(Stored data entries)
- - - - -

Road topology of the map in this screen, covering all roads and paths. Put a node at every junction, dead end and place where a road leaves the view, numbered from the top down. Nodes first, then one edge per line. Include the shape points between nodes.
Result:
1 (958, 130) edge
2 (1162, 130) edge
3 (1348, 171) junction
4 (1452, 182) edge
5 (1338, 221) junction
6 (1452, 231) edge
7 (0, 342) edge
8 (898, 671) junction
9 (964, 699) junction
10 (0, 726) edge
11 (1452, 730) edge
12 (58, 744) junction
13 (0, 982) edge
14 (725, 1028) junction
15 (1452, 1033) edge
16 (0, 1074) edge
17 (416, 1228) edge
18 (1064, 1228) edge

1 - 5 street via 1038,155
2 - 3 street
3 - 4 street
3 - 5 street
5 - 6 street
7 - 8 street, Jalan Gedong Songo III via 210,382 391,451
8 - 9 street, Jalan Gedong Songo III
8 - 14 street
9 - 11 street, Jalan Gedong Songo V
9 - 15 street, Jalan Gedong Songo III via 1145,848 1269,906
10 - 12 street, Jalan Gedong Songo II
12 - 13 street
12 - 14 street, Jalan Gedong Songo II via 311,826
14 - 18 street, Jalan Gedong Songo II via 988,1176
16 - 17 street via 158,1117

- - - - -

**PROBLEM STATEMENT**
The data must be output in full, exactly as given.

**ANSWER BELOW**
Road topology of the map in this screen, covering all roads and paths. Put a node at every junction, dead end and place where a road leaves the view, numbered from the top down. Nodes first, then one edge per line. Include the shape points between nodes.
Result:
1 (958, 130) edge
2 (1162, 130) edge
3 (1348, 171) junction
4 (1452, 182) edge
5 (1338, 221) junction
6 (1452, 231) edge
7 (0, 342) edge
8 (898, 671) junction
9 (964, 699) junction
10 (0, 726) edge
11 (1452, 730) edge
12 (58, 744) junction
13 (0, 982) edge
14 (725, 1028) junction
15 (1452, 1033) edge
16 (0, 1074) edge
17 (416, 1228) edge
18 (1064, 1228) edge

1 - 5 street via 1038,155
2 - 3 street
3 - 4 street
3 - 5 street
5 - 6 street
7 - 8 street, Jalan Gedong Songo III via 210,382 391,451
8 - 9 street, Jalan Gedong Songo III
8 - 14 street
9 - 11 street, Jalan Gedong Songo V
9 - 15 street, Jalan Gedong Songo III via 1145,848 1269,906
10 - 12 street, Jalan Gedong Songo II
12 - 13 street
12 - 14 street, Jalan Gedong Songo II via 311,826
14 - 18 street, Jalan Gedong Songo II via 988,1176
16 - 17 street via 158,1117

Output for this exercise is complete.